Ukraine Confronts Mammoth Task of Fixing Its Soviet-Era Roads

  • 90% of Ukrainian roads haven’t been repaired for 30 years
  • World Bank, EBRD help Ukraine to attract investment for roads

Motorists try to repair their Russian Lada on the highway in Mariupol, Ukraine.

Photographer: John Moore/Getty Images

With armed conflict still simmering in Ukraine’s eastern regions, the government is starting to face another daunting task: repairing a road network which mostly hasn’t been touched since well before the collapse of the Soviet Union.

Authorities in Kiev are looking for sources of investment and have invited the World Bank to help draw up plans to improve 170,000 kilometers of roads, of which 90 percent have not been upgraded for over 30 years. Prime Minister Volodymyr Hroisman’s cabinet wants to make sure foreign companies face no administrative barriers in bidding for reconstruction projects, Infrastructure Minister Volodymyr Omelyan said in an interview.

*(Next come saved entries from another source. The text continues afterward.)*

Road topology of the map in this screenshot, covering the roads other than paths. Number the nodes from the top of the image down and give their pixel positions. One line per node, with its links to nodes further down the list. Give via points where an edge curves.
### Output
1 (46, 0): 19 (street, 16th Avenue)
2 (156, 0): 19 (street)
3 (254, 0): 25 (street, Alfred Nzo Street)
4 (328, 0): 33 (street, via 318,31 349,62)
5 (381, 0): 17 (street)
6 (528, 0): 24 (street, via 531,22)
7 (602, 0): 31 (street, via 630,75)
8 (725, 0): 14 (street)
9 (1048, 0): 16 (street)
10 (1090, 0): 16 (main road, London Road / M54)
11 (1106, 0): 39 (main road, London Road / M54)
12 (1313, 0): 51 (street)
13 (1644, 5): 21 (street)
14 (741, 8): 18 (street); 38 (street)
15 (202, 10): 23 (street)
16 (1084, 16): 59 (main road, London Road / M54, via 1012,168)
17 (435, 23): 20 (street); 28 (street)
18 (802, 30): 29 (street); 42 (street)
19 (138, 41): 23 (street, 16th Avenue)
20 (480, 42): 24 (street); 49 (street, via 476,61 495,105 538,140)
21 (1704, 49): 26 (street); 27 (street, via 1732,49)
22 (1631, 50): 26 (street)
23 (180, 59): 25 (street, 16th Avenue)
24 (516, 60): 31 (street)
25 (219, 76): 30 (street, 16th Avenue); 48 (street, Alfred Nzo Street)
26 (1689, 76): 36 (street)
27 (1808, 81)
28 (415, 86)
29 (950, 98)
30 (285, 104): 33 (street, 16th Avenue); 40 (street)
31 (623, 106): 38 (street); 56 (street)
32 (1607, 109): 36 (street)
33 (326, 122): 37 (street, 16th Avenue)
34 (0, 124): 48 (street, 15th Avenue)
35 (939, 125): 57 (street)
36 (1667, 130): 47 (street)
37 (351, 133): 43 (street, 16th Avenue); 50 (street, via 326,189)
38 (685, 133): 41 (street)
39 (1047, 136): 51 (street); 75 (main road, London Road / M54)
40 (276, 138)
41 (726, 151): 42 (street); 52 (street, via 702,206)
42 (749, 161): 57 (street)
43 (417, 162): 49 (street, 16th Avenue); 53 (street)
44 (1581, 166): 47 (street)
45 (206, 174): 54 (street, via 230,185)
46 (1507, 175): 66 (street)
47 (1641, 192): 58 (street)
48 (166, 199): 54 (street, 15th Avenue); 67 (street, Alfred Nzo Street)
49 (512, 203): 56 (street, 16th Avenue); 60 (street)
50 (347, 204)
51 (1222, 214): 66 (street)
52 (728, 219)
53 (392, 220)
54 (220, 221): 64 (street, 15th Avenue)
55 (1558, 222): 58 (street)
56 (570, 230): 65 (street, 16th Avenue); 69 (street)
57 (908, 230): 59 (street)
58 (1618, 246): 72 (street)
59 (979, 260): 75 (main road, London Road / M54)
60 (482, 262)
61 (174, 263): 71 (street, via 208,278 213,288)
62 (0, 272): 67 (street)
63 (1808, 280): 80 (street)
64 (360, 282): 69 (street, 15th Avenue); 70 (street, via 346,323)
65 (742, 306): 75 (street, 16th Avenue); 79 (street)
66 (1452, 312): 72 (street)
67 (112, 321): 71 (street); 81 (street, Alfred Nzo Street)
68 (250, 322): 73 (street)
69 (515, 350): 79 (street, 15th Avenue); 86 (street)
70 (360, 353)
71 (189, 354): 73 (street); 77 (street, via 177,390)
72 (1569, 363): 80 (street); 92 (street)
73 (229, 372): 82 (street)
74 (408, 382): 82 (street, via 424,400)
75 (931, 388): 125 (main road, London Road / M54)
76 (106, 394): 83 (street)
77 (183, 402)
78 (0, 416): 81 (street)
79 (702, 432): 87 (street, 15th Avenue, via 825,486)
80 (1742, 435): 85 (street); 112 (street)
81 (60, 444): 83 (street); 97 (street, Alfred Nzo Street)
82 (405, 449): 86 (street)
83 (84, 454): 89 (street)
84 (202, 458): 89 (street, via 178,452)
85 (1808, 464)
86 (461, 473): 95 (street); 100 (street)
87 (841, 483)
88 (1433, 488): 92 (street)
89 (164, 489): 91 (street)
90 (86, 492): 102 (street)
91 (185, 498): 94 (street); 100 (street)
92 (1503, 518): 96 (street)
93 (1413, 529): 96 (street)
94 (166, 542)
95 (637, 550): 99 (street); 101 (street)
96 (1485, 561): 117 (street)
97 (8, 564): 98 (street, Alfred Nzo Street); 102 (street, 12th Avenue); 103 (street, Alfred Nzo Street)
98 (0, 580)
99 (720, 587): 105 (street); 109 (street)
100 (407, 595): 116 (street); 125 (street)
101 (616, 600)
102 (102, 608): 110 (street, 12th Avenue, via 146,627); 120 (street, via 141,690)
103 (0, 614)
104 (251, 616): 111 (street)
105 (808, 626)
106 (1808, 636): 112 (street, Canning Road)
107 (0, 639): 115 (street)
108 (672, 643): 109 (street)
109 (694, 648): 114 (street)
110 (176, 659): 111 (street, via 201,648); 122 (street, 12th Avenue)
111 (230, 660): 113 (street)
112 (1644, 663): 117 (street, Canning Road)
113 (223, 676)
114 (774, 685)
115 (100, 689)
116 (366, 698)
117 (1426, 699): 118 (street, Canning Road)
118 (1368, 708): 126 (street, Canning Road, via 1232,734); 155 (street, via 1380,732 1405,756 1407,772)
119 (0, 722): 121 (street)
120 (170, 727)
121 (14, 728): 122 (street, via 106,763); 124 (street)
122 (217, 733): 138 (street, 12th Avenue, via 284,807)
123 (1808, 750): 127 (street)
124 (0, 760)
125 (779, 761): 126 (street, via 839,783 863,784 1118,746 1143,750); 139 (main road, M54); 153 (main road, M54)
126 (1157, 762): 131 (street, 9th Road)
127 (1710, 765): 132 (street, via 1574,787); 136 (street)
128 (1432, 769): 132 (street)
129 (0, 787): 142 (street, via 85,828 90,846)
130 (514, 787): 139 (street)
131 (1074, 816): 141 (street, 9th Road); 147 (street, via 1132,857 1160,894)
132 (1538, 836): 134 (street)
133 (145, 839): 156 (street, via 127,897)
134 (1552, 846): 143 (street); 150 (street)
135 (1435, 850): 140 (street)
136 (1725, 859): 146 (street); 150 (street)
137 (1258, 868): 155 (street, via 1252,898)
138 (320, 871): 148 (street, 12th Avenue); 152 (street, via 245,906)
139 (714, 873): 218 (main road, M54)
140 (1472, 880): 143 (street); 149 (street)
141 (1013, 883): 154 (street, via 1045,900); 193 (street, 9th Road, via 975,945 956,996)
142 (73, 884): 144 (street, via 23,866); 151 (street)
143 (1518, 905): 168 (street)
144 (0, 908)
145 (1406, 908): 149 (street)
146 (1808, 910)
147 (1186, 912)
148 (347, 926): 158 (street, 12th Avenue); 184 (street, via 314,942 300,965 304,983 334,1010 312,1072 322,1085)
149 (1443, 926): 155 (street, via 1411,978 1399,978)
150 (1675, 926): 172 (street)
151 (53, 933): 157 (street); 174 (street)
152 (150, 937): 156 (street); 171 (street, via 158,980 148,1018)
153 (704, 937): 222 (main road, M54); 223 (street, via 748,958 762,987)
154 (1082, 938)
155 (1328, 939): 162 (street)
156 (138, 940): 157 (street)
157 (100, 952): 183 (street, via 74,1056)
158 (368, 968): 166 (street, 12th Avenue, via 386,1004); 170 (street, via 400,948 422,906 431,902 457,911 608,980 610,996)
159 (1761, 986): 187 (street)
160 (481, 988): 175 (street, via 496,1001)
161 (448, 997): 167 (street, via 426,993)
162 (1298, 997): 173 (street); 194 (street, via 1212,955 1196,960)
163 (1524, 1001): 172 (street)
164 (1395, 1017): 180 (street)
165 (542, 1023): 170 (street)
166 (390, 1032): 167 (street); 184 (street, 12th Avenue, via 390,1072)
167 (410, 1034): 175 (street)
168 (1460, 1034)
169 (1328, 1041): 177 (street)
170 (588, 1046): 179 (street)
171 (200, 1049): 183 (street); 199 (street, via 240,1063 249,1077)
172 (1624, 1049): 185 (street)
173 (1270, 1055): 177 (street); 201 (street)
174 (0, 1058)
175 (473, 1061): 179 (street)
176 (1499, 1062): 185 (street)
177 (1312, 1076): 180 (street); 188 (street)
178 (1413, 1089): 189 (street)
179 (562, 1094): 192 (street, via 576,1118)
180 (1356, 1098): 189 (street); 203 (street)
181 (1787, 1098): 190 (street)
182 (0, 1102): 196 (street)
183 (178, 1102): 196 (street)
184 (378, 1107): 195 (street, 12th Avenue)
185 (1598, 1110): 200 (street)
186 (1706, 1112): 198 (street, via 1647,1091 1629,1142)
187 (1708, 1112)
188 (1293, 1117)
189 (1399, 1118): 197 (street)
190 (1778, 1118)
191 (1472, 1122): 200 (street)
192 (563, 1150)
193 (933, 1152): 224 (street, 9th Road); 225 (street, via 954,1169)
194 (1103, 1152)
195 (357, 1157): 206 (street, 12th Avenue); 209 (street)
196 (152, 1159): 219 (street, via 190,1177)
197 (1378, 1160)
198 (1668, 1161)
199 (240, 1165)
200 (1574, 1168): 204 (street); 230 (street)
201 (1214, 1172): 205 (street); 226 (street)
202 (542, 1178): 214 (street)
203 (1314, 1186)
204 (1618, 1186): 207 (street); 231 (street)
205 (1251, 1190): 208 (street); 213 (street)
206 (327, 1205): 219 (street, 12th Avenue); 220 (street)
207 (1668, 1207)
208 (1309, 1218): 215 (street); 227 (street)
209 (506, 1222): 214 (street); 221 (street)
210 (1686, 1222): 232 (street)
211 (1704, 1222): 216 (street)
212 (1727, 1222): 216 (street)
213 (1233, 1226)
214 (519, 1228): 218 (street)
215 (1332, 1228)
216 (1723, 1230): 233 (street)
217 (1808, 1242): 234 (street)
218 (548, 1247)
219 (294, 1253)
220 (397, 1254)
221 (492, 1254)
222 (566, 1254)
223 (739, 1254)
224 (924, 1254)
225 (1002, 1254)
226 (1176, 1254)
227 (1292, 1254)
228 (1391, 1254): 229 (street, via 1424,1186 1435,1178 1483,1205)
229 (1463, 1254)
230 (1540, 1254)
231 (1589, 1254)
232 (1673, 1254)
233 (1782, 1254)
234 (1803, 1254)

Ukraine, Europe’s largest country by area after Russia, needs navigable roads and railways to support one of the region’s biggest concentrations of heavy industry and sustain its role as a major grain exporter worldwide via the Black Sea. Besides the war with separatists and mutual trade sanctions with Russia, the cabinet and its western donors are grappling with a legacy of red tape and corruption as they try to revitalize the economy.

"We want to maximally liberalize our approach to tenders for road works and to allow foreign companies to bid," Omelyan said.

Tolls, Fines

While the state budget has 19 billion hryvnia ($764 million) available this year for road renovations, the government still faces "technical difficulties" in finding contractors and ensuring the desired quality, he said.

The government is setting up a road fund designed to accumulate at least 40 billion hryvnia per year for road renovation and construction. Fuel excise duty, tolls and fines for transgressions such as exceeding weight limits will generate cash for the fund, Omelyan said. The ministry has set round-the-clock weight and dimension control points in 12 regions as of this week and aims to expand throughout all key roads.

Ukraine plans to offer concession projects and to introduce paid highways to attract the interest of private investors, the minister said. A new route around the capital Kiev and one linking Kiev to the port city Odessa on the Black Sea may be of among development areas of most interest for investors, he said.

Omelyan expects the law on concessions to be approved by parliament and a road network strategy to be drawn up with the World Bank by the end of the year or in early 2017. The European Bank for Reconstruction and Development is assisting Ukraine with funds to draw up the law on concessions.